## Exercise materials
┌──
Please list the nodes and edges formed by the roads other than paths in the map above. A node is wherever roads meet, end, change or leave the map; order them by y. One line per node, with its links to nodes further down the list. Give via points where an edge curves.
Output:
└──
┌──
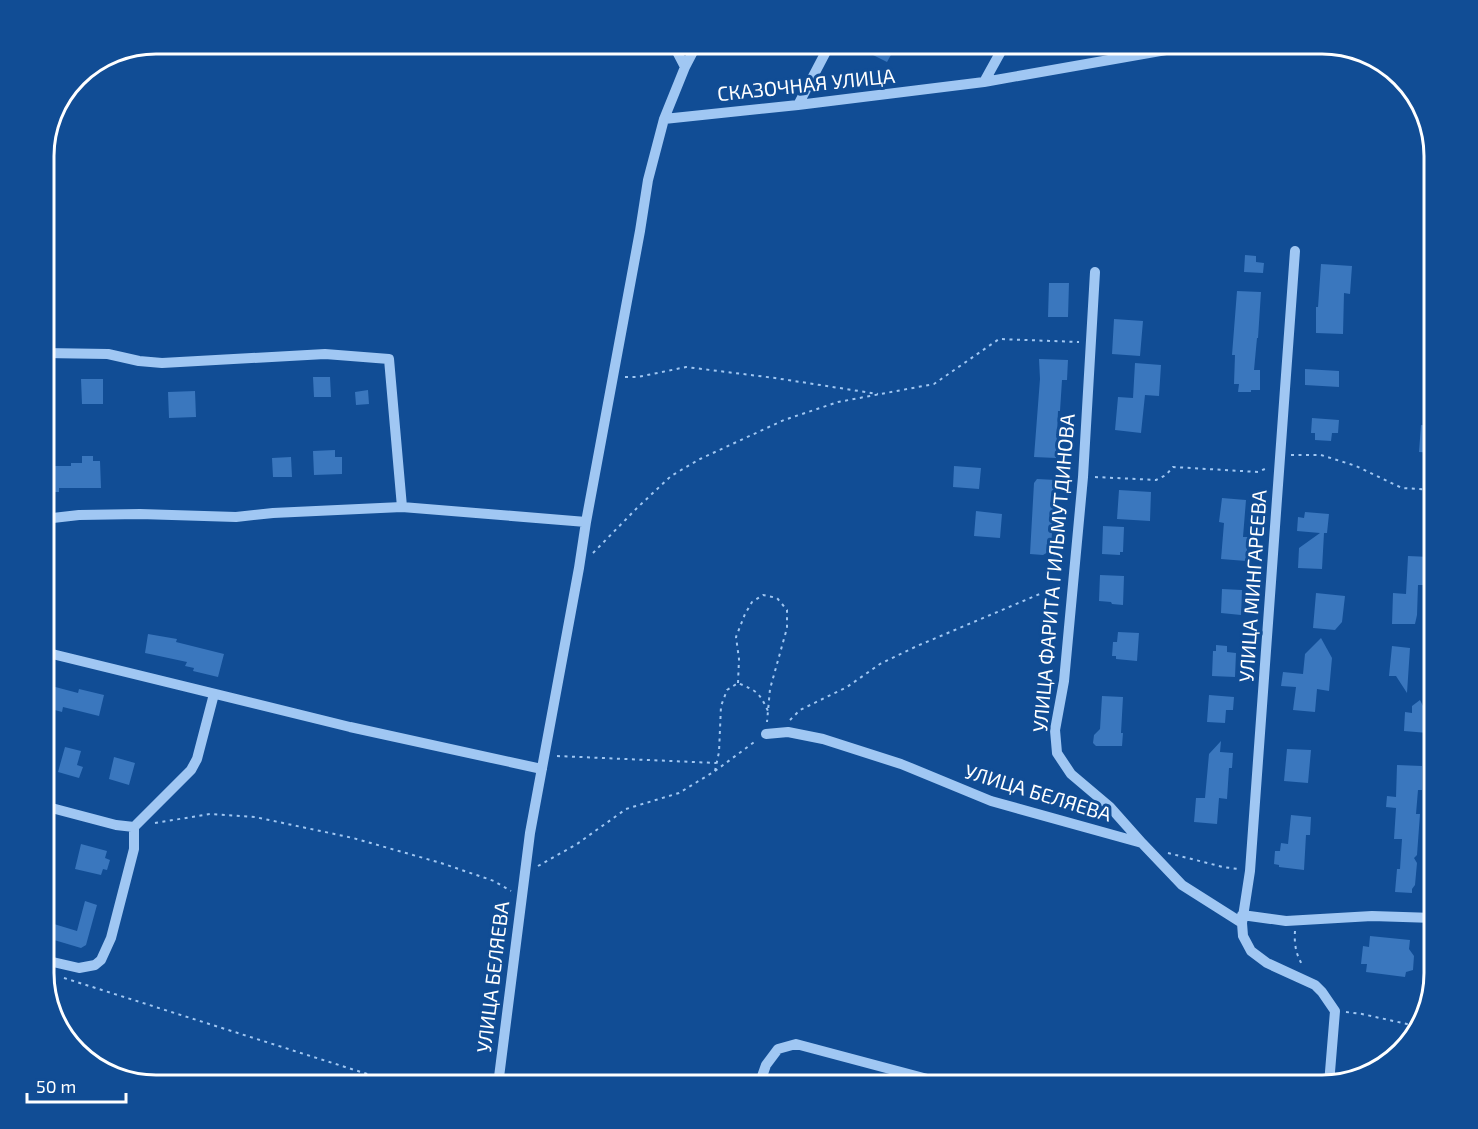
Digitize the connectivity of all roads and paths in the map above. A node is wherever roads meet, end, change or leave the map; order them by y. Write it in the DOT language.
└──
┌──
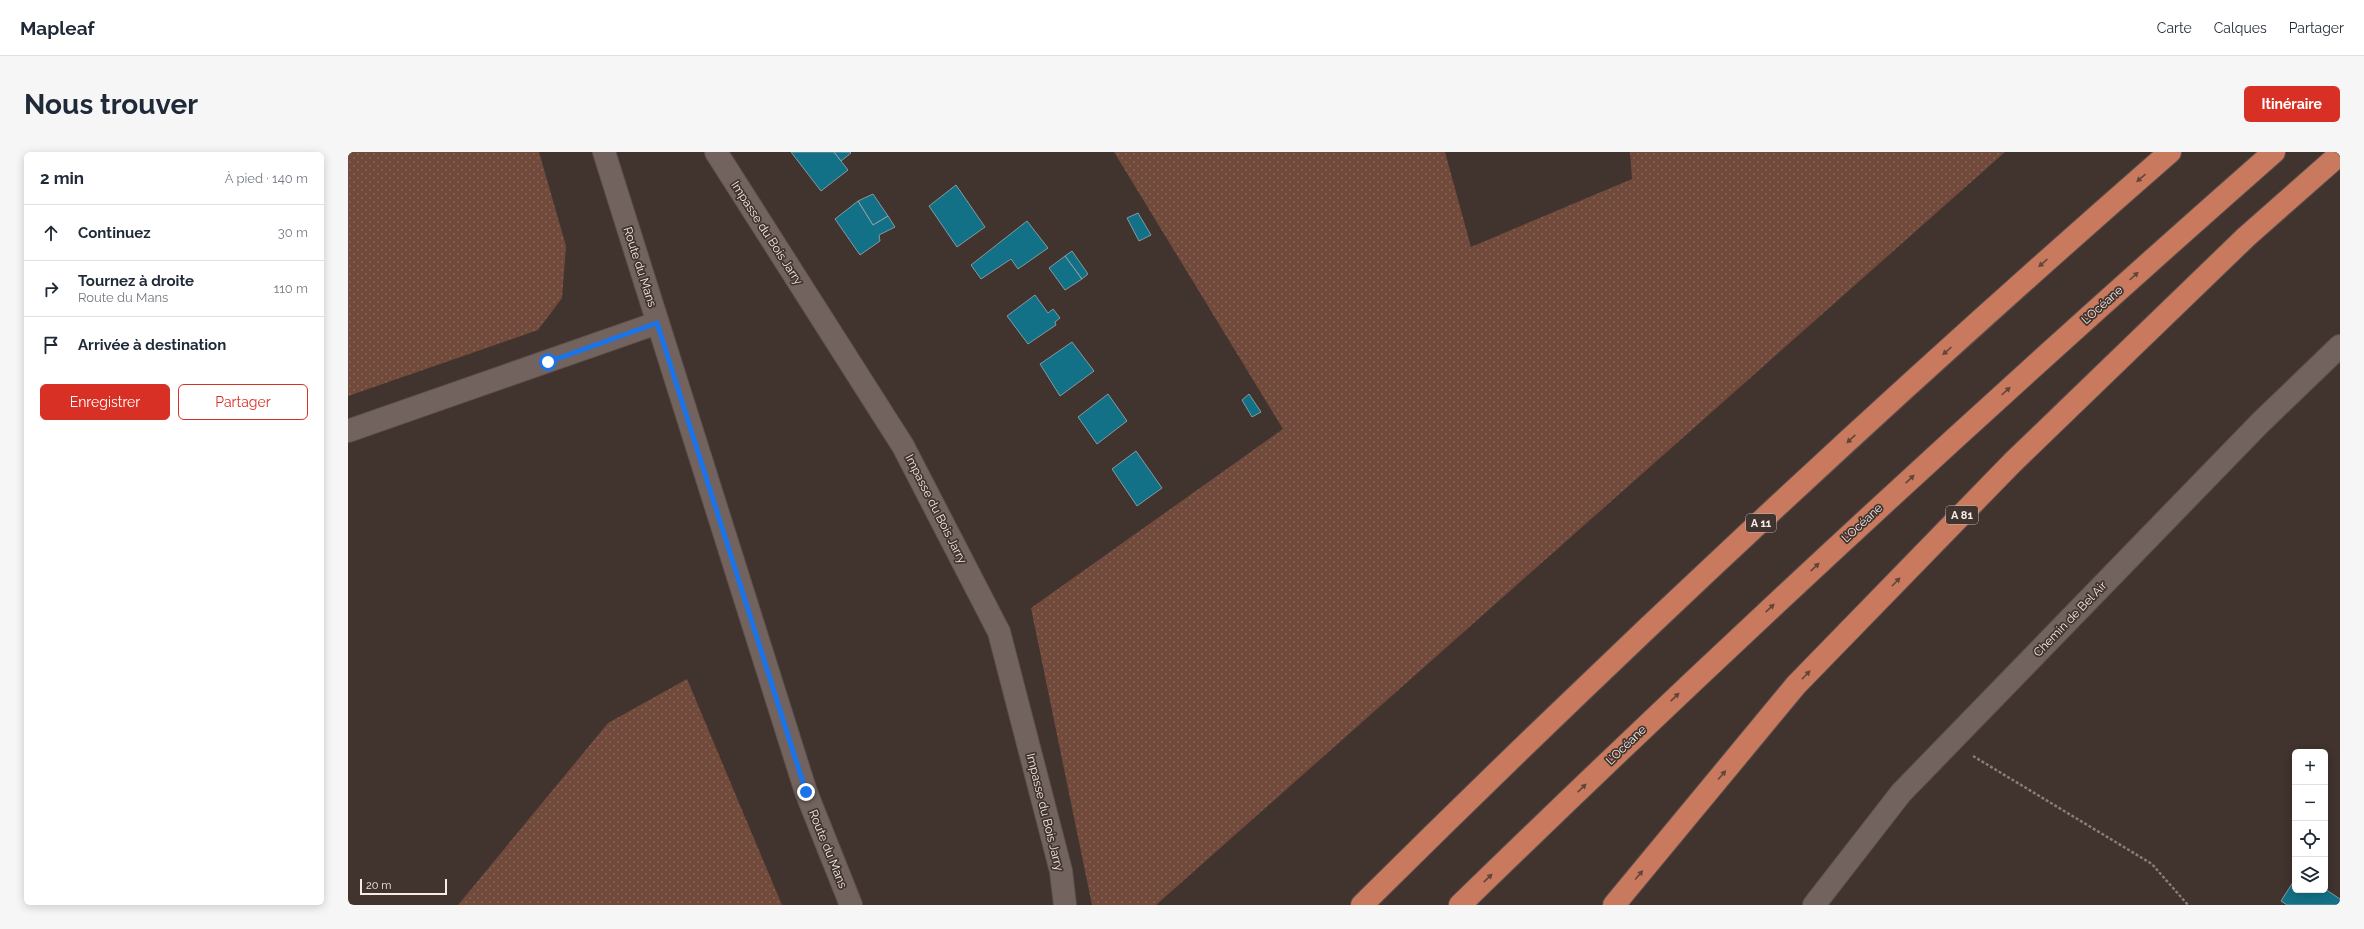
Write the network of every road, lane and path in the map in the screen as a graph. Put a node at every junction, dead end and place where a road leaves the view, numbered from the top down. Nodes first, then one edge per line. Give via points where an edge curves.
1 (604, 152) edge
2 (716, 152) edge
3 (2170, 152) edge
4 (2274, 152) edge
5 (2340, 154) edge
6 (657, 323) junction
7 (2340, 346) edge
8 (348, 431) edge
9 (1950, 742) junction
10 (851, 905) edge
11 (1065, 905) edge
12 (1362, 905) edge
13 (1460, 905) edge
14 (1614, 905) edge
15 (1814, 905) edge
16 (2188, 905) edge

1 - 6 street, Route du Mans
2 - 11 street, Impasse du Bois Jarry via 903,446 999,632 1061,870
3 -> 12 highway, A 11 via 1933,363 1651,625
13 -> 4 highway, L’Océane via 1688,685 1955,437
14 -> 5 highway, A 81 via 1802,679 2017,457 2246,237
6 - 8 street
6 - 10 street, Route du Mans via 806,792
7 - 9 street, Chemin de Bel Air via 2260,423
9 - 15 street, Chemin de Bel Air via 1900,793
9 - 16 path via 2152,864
└──
Pull out each line of the entries that contains "wherever".

Please list the nodes and edges formed by the roads other than paths in the map above. A node is wherever roads meet, end, change or leave the map; order them by y. One line per node, with its links to nodes further down the list. Give via points where an edge curves.
Digitize the connectivity of all roads and paths in the map above. A node is wherever roads meet, end, change or leave the map; order them by y. Write it in the DOT language.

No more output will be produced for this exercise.